I agree that stop and search is a necessary tool as part of a
proper strategy, but we need that wider strategy too. Why is the
violence reduction unit approach being used by the Home Secretary
in only 18 areas, when knife crime is rising in communities
across the country? Why has there been no new serious violence
strategy for five years? Why is there no comprehensive action on
youth mentors and support for early intervention?
Stop and search must be applied judiciously, proportionately and
legitimately. It can save lives. At present it comes with the
cost of distrust and alienation. It must be applied as part of a
wider strategy to rebuild trust and re-energise policing by
consent.
(LD)
My Lords, we on these Benches look at this Statement in respect
of whether it will produce the outcome the Government are
seeking, which is, of course, a reduction in knife crime.
Regrettably, I believe this Statement is one which ramps up the
rhetoric that strong-arm actions will put an end to knife crime.
That rhetoric needs to be tested against the evidence to see
whether it works.
Police stop and search is an intrusive power that is used
disproportionately against visible minorities. You are seven
times more likely to be stopped and searched by the police if you
are black than if you are white, if suspicion is required; and 14
more times more likely to be stopped and searched if no suspicion
is required. The proposal in the Statement from the Home
Secretary is based on suspects of violent crime and talks about
the implications for the black community, but there is a danger
that these figures can be easily misinterpreted. There is a
difference between a few people committing a large number of
offences and a large number of black people being involved in
violent crime. I suspect that the reality is the former. Perhaps
the Minister could confirm that when referring to the figures in
the Statement.
More than that, the Government’s own research suggests that stop
and search is not an effective deterrent in reducing offending.

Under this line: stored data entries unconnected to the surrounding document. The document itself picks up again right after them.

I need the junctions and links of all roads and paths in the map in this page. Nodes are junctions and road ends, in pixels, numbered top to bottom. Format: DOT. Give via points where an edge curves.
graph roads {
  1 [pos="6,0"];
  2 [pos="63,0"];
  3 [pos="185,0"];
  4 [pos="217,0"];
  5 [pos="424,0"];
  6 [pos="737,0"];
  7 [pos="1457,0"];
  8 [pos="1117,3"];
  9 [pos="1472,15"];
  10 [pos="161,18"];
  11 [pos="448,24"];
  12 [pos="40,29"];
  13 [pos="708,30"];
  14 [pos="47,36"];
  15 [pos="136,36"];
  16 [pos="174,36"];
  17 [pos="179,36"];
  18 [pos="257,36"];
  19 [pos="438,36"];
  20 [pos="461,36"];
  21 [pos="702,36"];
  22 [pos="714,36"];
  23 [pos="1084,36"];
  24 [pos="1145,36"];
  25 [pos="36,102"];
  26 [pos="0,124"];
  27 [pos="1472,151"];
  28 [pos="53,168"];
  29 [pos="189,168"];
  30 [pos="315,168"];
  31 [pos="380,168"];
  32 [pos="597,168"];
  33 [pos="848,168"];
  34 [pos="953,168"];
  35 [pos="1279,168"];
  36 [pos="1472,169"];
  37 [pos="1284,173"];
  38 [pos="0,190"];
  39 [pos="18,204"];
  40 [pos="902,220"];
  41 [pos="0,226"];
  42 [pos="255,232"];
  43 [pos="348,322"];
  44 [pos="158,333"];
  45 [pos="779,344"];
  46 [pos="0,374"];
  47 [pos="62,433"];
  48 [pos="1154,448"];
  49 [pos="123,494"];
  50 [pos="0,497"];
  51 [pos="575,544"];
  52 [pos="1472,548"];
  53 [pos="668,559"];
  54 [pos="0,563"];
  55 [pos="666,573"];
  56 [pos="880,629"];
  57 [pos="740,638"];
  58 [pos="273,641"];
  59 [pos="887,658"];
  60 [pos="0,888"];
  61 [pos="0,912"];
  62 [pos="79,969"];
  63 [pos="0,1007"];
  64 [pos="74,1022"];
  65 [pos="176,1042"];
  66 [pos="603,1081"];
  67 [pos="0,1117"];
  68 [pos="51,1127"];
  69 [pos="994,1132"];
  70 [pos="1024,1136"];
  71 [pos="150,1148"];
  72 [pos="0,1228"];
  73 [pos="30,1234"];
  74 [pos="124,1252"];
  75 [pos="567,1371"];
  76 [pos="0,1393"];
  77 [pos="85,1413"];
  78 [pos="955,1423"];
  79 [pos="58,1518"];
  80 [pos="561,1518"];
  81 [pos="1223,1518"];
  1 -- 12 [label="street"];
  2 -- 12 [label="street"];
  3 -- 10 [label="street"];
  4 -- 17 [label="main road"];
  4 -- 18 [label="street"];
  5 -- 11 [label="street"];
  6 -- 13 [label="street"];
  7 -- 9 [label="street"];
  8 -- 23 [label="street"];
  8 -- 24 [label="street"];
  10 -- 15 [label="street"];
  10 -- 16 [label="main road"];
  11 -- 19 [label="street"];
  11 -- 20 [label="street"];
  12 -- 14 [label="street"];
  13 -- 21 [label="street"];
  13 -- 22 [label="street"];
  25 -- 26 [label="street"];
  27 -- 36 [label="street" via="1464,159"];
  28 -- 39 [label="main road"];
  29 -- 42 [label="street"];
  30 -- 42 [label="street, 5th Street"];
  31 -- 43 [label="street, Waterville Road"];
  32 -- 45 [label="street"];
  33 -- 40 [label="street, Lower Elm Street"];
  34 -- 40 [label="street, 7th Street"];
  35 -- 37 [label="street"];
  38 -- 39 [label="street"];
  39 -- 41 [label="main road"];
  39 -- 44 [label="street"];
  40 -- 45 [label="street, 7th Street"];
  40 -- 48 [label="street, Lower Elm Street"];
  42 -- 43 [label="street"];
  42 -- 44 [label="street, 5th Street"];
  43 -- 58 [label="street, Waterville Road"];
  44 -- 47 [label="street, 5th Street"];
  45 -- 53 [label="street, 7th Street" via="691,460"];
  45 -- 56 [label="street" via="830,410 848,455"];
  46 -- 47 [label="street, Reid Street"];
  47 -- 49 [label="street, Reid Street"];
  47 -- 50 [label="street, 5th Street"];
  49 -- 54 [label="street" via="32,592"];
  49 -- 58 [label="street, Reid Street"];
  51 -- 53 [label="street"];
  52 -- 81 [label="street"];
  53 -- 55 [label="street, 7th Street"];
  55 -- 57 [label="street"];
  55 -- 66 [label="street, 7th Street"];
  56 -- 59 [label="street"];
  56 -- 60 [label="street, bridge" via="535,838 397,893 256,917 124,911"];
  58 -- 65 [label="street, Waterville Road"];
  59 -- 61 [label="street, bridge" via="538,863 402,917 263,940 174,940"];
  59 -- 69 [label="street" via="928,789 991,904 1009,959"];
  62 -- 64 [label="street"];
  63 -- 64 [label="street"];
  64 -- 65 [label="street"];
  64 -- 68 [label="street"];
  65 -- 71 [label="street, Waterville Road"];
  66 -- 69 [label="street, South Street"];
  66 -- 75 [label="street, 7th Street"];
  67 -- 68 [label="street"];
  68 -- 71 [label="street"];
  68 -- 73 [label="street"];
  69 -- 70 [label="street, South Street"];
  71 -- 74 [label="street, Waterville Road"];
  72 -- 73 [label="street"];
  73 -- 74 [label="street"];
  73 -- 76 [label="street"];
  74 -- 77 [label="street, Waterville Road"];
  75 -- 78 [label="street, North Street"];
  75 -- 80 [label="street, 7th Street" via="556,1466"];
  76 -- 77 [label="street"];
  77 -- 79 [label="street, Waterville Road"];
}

Operation Blunt 2, from 2008 to 2011, demonstrated that ramping
up stop and search in order to reduce knife crime has little or
no effect, but Operation Trident in the early 2000s demonstrated
that where police and the black communities worked together to
reduce black-on-black shootings, there was a significant increase
in prosecutions and a reduction in the number of offences. Also,
the Government’s own evidence, which they chose to look at in
respect of the use of stop and search, produces at most a static
response, but often, it shows that simply increasing the use of
that power is unlikely to reduce crime. That was the Government’s
own evidence in the research they commissioned.
On the one hand, we have the noble Baroness, Lady Casey of
Blackstock, pulling in one direction, as mentioned by the noble
Lord Ponsonby, in wanting stop and search to be based on
collaboration, listening and engagement; and on the other we have
this Government pulling in the opposite direction, by increasing
the number without that necessary collaboration. So, do the
Government believe, against their own evidence, that if stop and
search goes up, crime will come down? Have the Government
considered the lessons learned from Operation Blunt 2? Secondly,
do the Government agree that if a community views police activity
as unfair, public trust and police legitimacy are weakened?
Finally, how do the Government intend to ensure, as the Statement
says, that “every community” is
“able to trust in stop and search”.—[Official Report, Commons
19/6/23; col. 570.]?
How is that going to be brought about? How can it be brought
about without the necessary collaboration which was part of the
Casey report? I would be grateful if the Minister addressed those
issues, because without that certainty, it is more likely that
the rhetoric will fail and we will not enable the desired outcome
which all of us want, which is to achieve a reduction in knife
crime.
The Parliamentary Under-Secretary of State, Home Office () (Con)
My Lords, I thank the noble Lords, Lord Ponsonby and , for their remarks. I defer to
the extensive front-line knowledge of this subject of the noble
Lord, Lord Ponsonby; I know he does a great deal of work on this.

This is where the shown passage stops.